Sintomas: da forma leve à grave
Cerca de 80% das pessoas infectadas pelo vírus da Febre do Nilo Ocidental não desenvolvem sintomas. Entre os 20% que apresentam manifestações clínicas, a maioria tem quadros brandos, com duração de alguns dias.
Os sintomas mais comuns incluem: febre e mal-estar, falta de apetite, náuseas e vômitos, dor de cabeça, dor muscular, dor nos olhos, manchas na pele e aumento dos gânglios linfáticos. Os quadros leves geralmente se resolvem espontaneamente.
Em menos de 1% dos infectados, no entanto, a doença pode evoluir para formas graves, com encefalite, meningite ou outras alterações neurológicas. Nesses casos, os sintomas incluem confusão mental, rebaixamento do nível de consciência, tremores e convulsões. Pacientes com sintomas neurológicos precisam de avaliação médica imediata e, quando indicado, hospitalização em unidade de terapia intensiva.
Tratamento e prevenção
Não existe vacina nem tratamento antiviral específico para a Febre do Nilo Ocidental em humanos. O manejo da doença é direcionado ao alívio dos sintomas, com repouso, hidratação e acompanhamento médico conforme a necessidade de cada paciente. Nos casos graves, o tratamento pode incluir reposição de líquidos por via intravenosa, suporte respiratório e medidas para prevenir complicações.
“Ainda não há estudo idealizando uma vacina para essa doença, que tem um número muito pequeno de casos pelo mundo, totalmente diferente de outras arboviroses com um número bem maior de casos, como zika e dengue”, acrescentou o infectologista.

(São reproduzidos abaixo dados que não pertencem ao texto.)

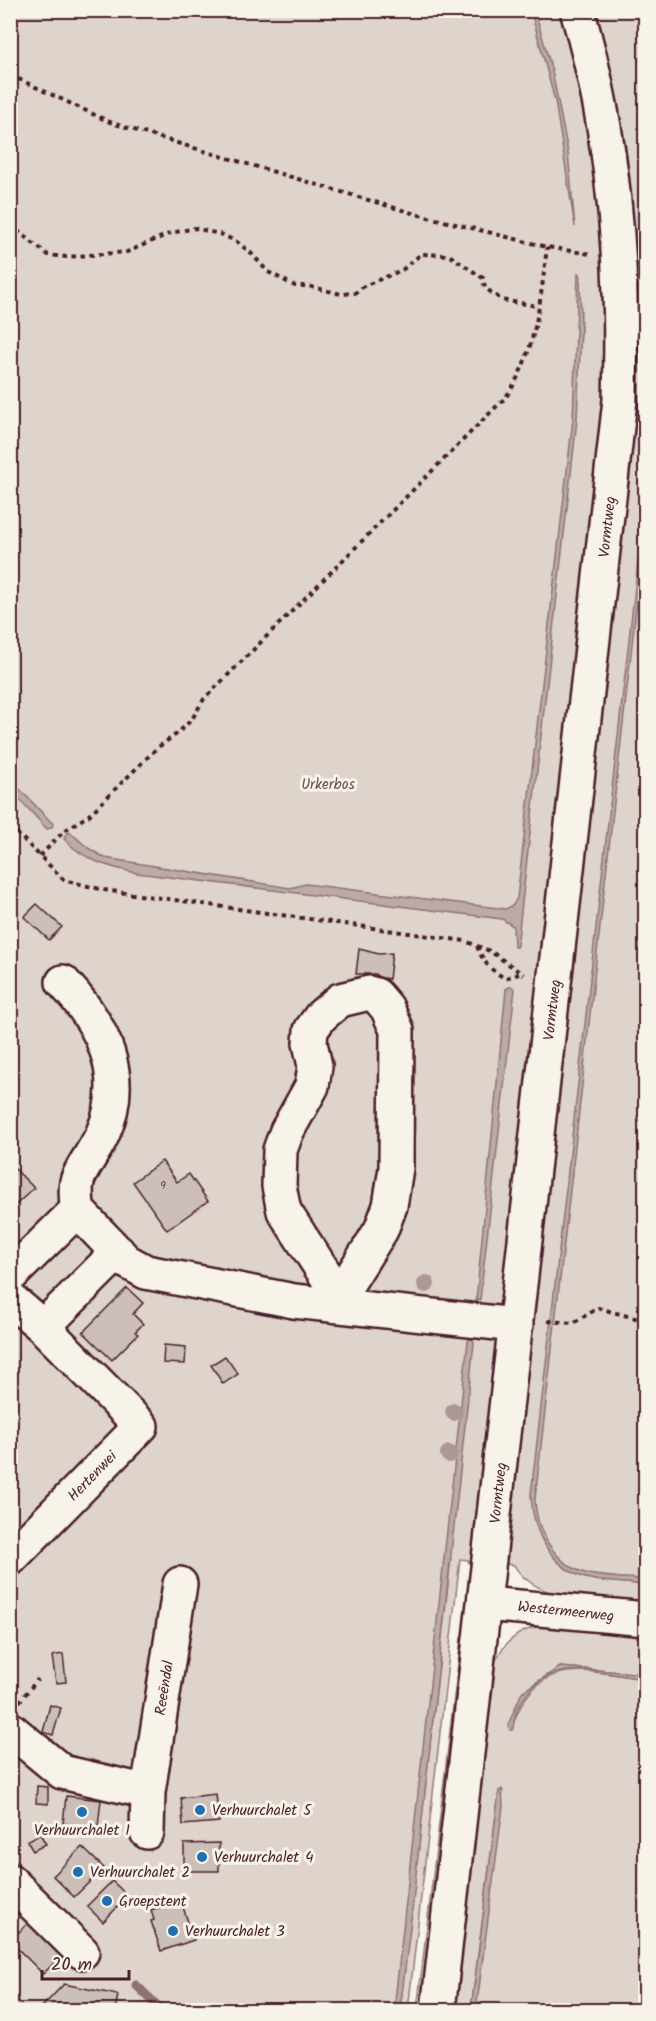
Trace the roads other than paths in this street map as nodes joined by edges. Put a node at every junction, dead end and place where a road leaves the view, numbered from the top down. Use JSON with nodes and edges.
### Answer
{"nodes":[{"id":1,"x":577,"y":10,"type":"edge"},
{"id":2,"x":63,"y":982,"type":"dead end"},
{"id":3,"x":77,"y":1209,"type":"junction"},
{"id":4,"x":118,"y":1252,"type":"junction"},
{"id":5,"x":10,"y":1275,"type":"edge"},
{"id":6,"x":10,"y":1299,"type":"edge"},
{"id":7,"x":339,"y":1301,"type":"junction"},
{"id":8,"x":529,"y":1323,"type":"junction"},
{"id":9,"x":43,"y":1327,"type":"junction"},
{"id":10,"x":10,"y":1560,"type":"edge"},
{"id":11,"x":180,"y":1584,"type":"dead end"},
{"id":12,"x":486,"y":1604,"type":"junction"},
{"id":13,"x":645,"y":1619,"type":"edge"},
{"id":14,"x":13,"y":1717,"type":"edge"},
{"id":15,"x":148,"y":1792,"type":"junction"},
{"id":16,"x":147,"y":1832,"type":"dead end"},
{"id":17,"x":10,"y":1881,"type":"edge"},
{"id":18,"x":82,"y":1952,"type":"dead end"},
{"id":19,"x":438,"y":2010,"type":"edge"}],
"edges":[{"from":1,"to":8,"type":"street","name":"Vormtweg"},
{"from":2,"to":3,"type":"street"},
{"from":3,"to":4,"type":"street"},
{"from":3,"to":5,"type":"street"},
{"from":4,"to":7,"type":"street"},
{"from":4,"to":9,"type":"street"},
{"from":6,"to":9,"type":"street"},
{"from":7,"to":7,"type":"street"},
{"from":7,"to":8,"type":"street"},
{"from":8,"to":12,"type":"street","name":"Vormtweg"},
{"from":9,"to":10,"type":"street","name":"Hertenwei"},
{"from":11,"to":15,"type":"street","name":"Reeëndal"},
{"from":12,"to":13,"type":"street","name":"Westermeerweg"},
{"from":12,"to":19,"type":"street","name":"Vormtweg"},
{"from":14,"to":15,"type":"street"},
{"from":15,"to":16,"type":"street","name":"Reeëndal"},
{"from":17,"to":18,"type":"street"}]}
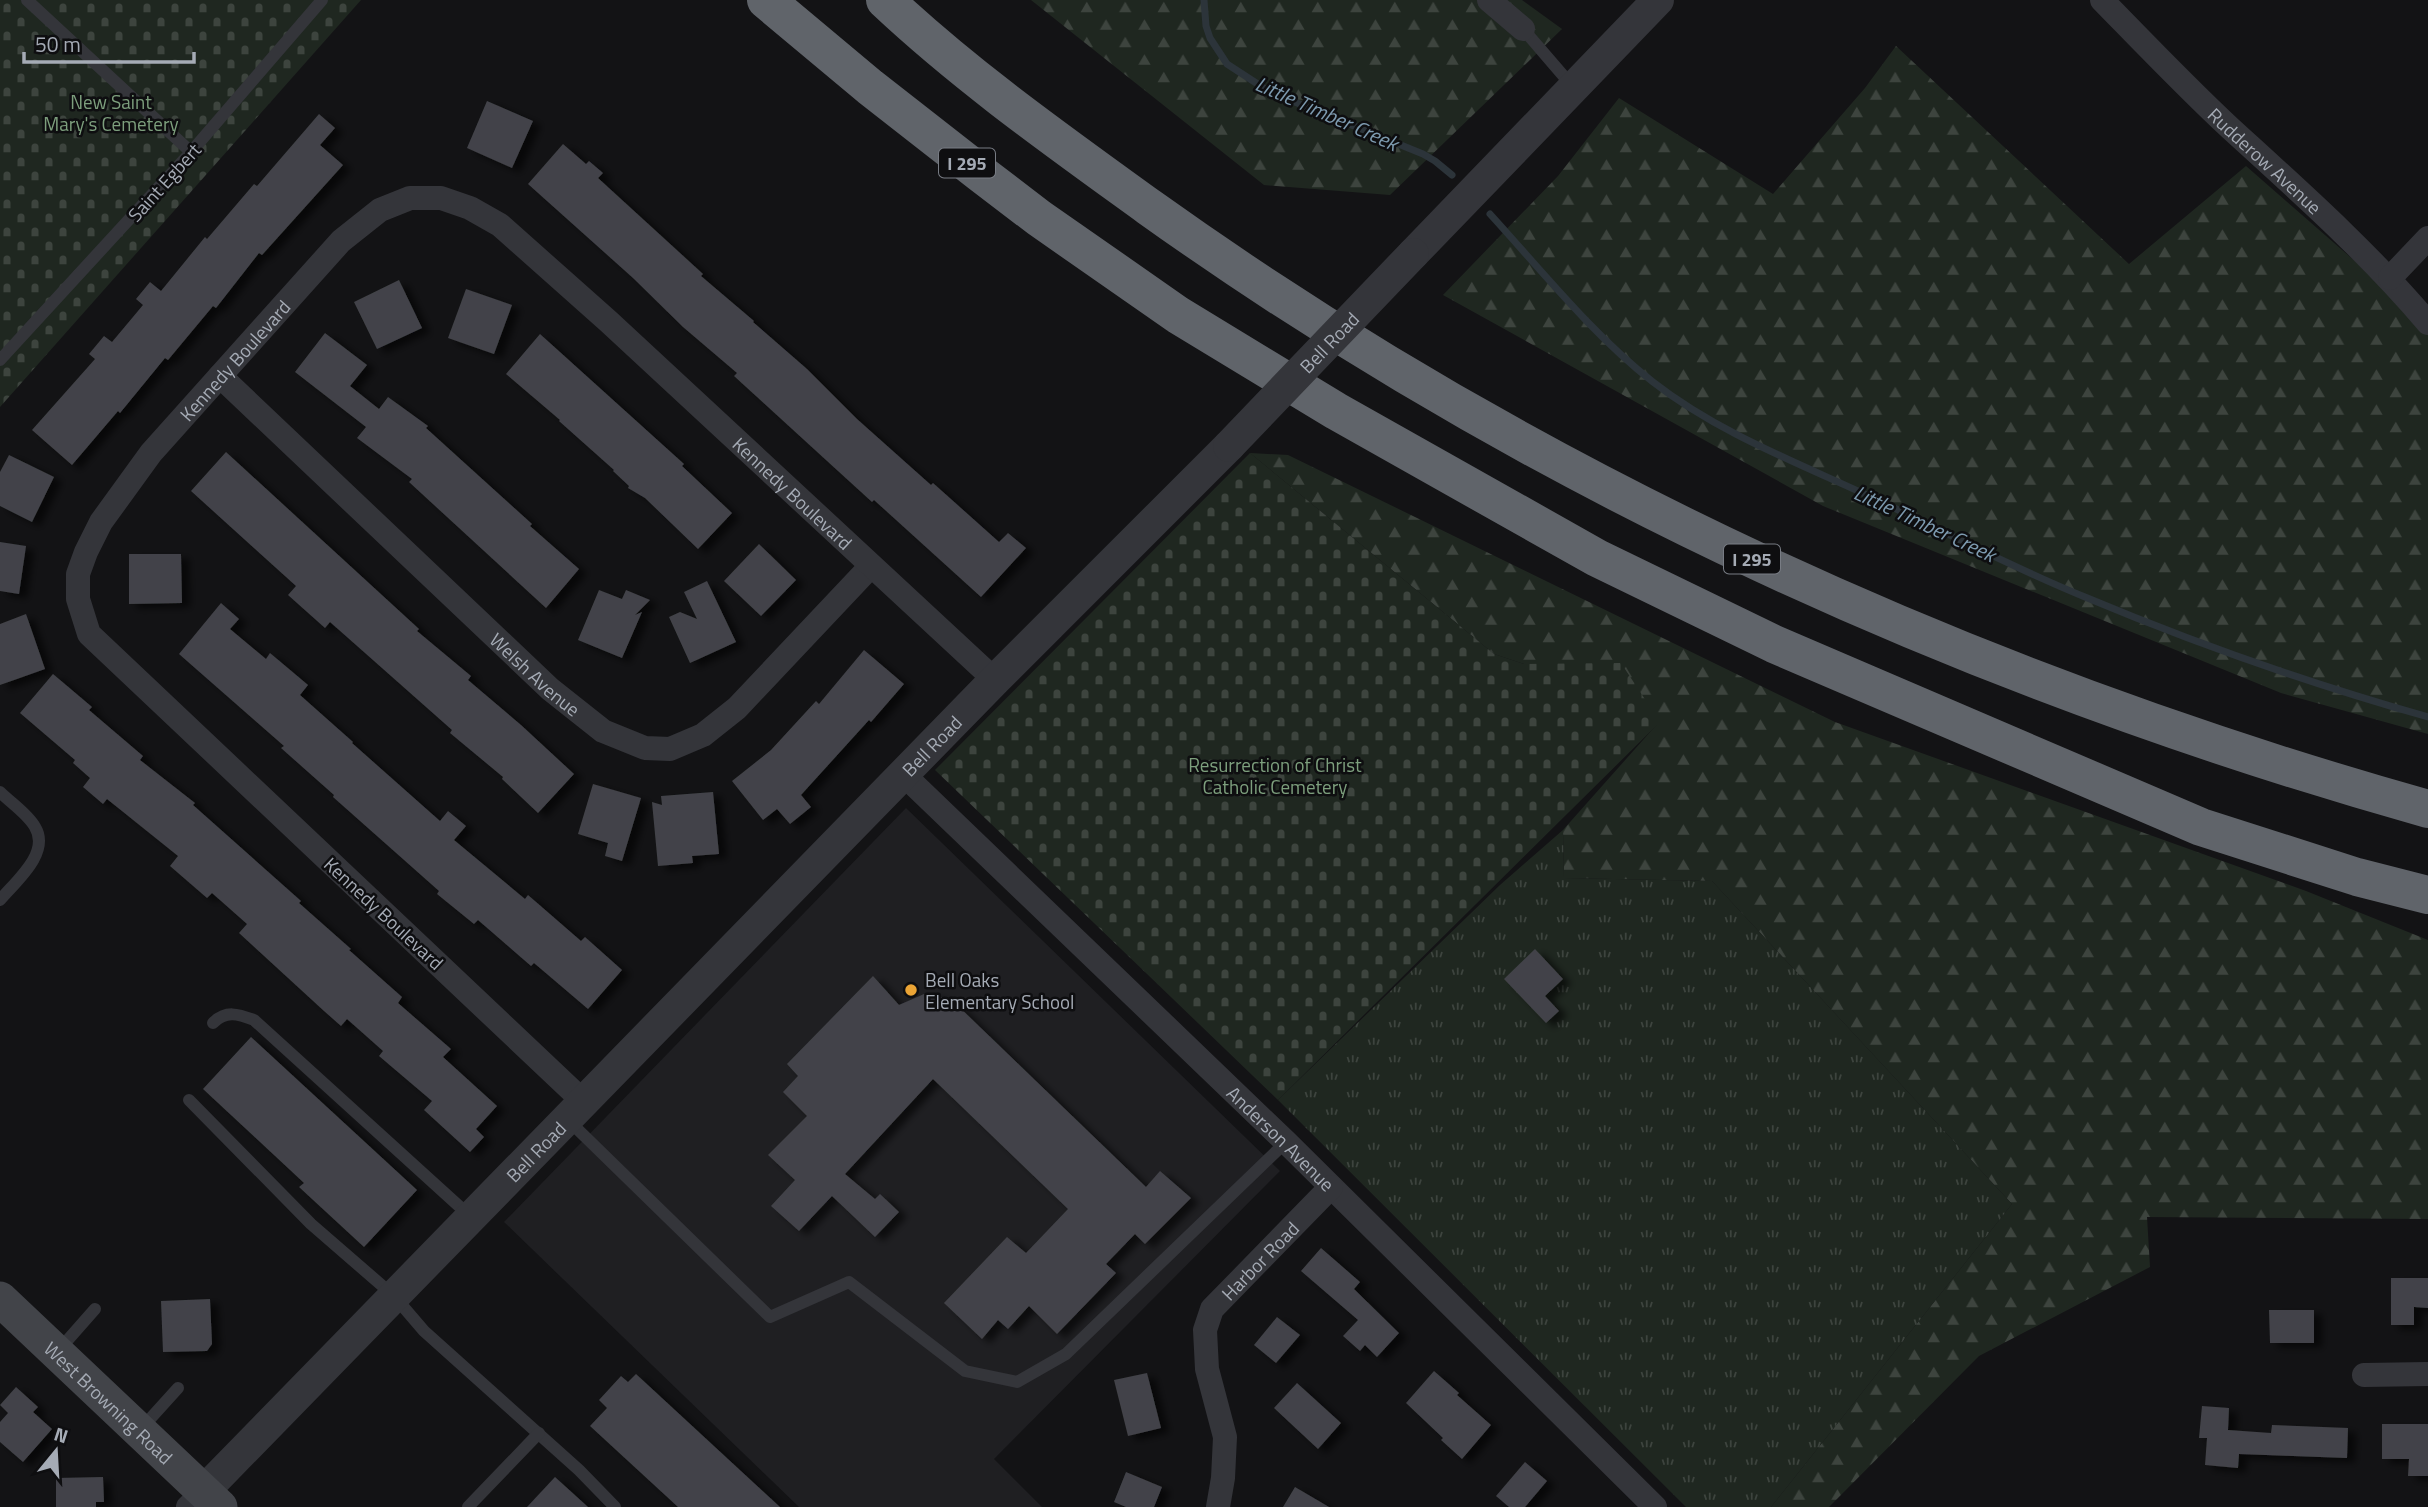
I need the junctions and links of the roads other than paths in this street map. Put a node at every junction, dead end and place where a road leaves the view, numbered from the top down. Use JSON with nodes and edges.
{"nodes":[{"id":1,"x":27,"y":0,"type":"edge"},
{"id":2,"x":323,"y":0,"type":"edge"},
{"id":3,"x":766,"y":0,"type":"edge"},
{"id":4,"x":885,"y":0,"type":"edge"},
{"id":5,"x":1489,"y":0,"type":"edge"},
{"id":6,"x":1658,"y":0,"type":"edge"},
{"id":7,"x":2102,"y":0,"type":"edge"},
{"id":8,"x":1523,"y":29,"type":"joint"},
{"id":9,"x":1574,"y":87,"type":"junction"},
{"id":10,"x":191,"y":152,"type":"junction"},
{"id":11,"x":2428,"y":238,"type":"edge"},
{"id":12,"x":2390,"y":278,"type":"junction"},
{"id":13,"x":2428,"y":323,"type":"edge"},
{"id":14,"x":0,"y":360,"type":"edge"},
{"id":15,"x":220,"y":376,"type":"junction"},
{"id":16,"x":871,"y":566,"type":"junction"},
{"id":17,"x":995,"y":680,"type":"junction"},
{"id":18,"x":1984,"y":734,"type":"junction"},
{"id":19,"x":903,"y":774,"type":"junction"},
{"id":20,"x":0,"y":792,"type":"edge"},
{"id":21,"x":2376,"y":794,"type":"junction"},
{"id":22,"x":2428,"y":803,"type":"edge"},
{"id":23,"x":2428,"y":809,"type":"edge"},
{"id":24,"x":2428,"y":871,"type":"edge"},
{"id":25,"x":2428,"y":895,"type":"edge"},
{"id":26,"x":0,"y":900,"type":"edge"},
{"id":27,"x":214,"y":1023,"type":"dead end"},
{"id":28,"x":189,"y":1100,"type":"dead end"},
{"id":29,"x":575,"y":1110,"type":"junction"},
{"id":30,"x":1286,"y":1142,"type":"junction"},
{"id":31,"x":1331,"y":1187,"type":"junction"},
{"id":32,"x":471,"y":1217,"type":"junction"},
{"id":33,"x":394,"y":1297,"type":"junction"},
{"id":34,"x":0,"y":1299,"type":"edge"},
{"id":35,"x":95,"y":1309,"type":"dead end"},
{"id":36,"x":57,"y":1353,"type":"junction"},
{"id":37,"x":2428,"y":1374,"type":"edge"},
{"id":38,"x":2364,"y":1375,"type":"dead end"},
{"id":39,"x":178,"y":1388,"type":"dead end"},
{"id":40,"x":139,"y":1430,"type":"junction"},
{"id":41,"x":539,"y":1433,"type":"junction"},
{"id":42,"x":204,"y":1502,"type":"edge"},
{"id":43,"x":468,"y":1507,"type":"edge"},
{"id":44,"x":615,"y":1507,"type":"edge"},
{"id":45,"x":1218,"y":1507,"type":"edge"},
{"id":46,"x":1655,"y":1507,"type":"edge"}],
"edges":[{"from":1,"to":10,"type":"lane"},
{"from":2,"to":10,"type":"lane","name":"Saint Egbert"},
{"from":3,"to":18,"type":"highway","number":"I 295"},
{"from":4,"to":21,"type":"highway","number":"I 295"},
{"from":5,"to":8,"type":"street"},
{"from":6,"to":9,"type":"street","name":"Bell Road"},
{"from":7,"to":12,"type":"street","name":"Rudderow Avenue"},
{"from":8,"to":9,"type":"lane"},
{"from":9,"to":17,"type":"street","name":"Bell Road","bridge":true},
{"from":10,"to":14,"type":"lane","name":"Saint Egbert"},
{"from":11,"to":12,"type":"street"},
{"from":12,"to":13,"type":"street","name":"Rudderow Avenue"},
{"from":15,"to":16,"type":"street","name":"Kennedy Boulevard"},
{"from":15,"to":16,"type":"street","name":"Welsh Avenue"},
{"from":15,"to":29,"type":"street","name":"Kennedy Boulevard"},
{"from":16,"to":17,"type":"street","name":"Kennedy Boulevard"},
{"from":17,"to":19,"type":"street","name":"Bell Road"},
{"from":18,"to":24,"type":"highway","number":"I 295"},
{"from":18,"to":25,"type":"highway"},
{"from":19,"to":29,"type":"street","name":"Bell Road"},
{"from":19,"to":30,"type":"street","name":"Anderson Avenue"},
{"from":20,"to":26,"type":"lane"},
{"from":21,"to":22,"type":"highway"},
{"from":21,"to":23,"type":"highway","number":"I 295"},
{"from":27,"to":32,"type":"lane"},
{"from":28,"to":33,"type":"lane"},
{"from":29,"to":30,"type":"lane"},
{"from":29,"to":32,"type":"street","name":"Bell Road"},
{"from":30,"to":31,"type":"street","name":"Anderson Avenue"},
{"from":31,"to":45,"type":"street","name":"Harbor Road"},
{"from":31,"to":46,"type":"street","name":"Anderson Avenue"},
{"from":32,"to":33,"type":"street","name":"Bell Road"},
{"from":33,"to":41,"type":"lane"},
{"from":33,"to":42,"type":"street","name":"Bell Road"},
{"from":34,"to":36,"type":"main road","name":"West Browning Road"},
{"from":35,"to":36,"type":"lane"},
{"from":36,"to":40,"type":"main road","name":"West Browning Road"},
{"from":37,"to":38,"type":"street"},
{"from":39,"to":40,"type":"lane"},
{"from":40,"to":42,"type":"main road","name":"West Browning Road"},
{"from":41,"to":43,"type":"lane"},
{"from":41,"to":44,"type":"lane"}]}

O diagnóstico é feito por avaliação clínica e exames laboratoriais, em pessoas que apresentem sintomas compatíveis e tenham histórico de exposição a áreas com presença do mosquito. Como os sintomas são parecidos com os da dengue e outras arboviroses, o diagnóstico diferencial é essencial.
A prevenção baseia-se no combate ao mosquito vetor: eliminar água parada, usar repelentes, instalar telas em janelas e evitar exposição em horários de maior atividade do mosquito. O monitoramento de aves também é importante, pois a mortalidade anormal de aves pode ser um sinal precoce da circulação do vírus em uma região.
O panorama no Brasil
O Brasil já registra casos confirmados da Febre do Nilo Ocidental, incluindo uma morte. As autoridades de saúde monitoram a situação e reforçam a importância da vigilância epidemiológica. A orientação é manter a calma e seguir as recomendações de prevenção, especialmente em regiões com presença do mosquito Culex.
A febre do Nilo Ocidental não representa, neste momento, uma ameaça de epidemia no país. O número de casos segue muito baixo e controlado, mas a vigilância continua sendo a melhor ferramenta para evitar a disseminação do vírus.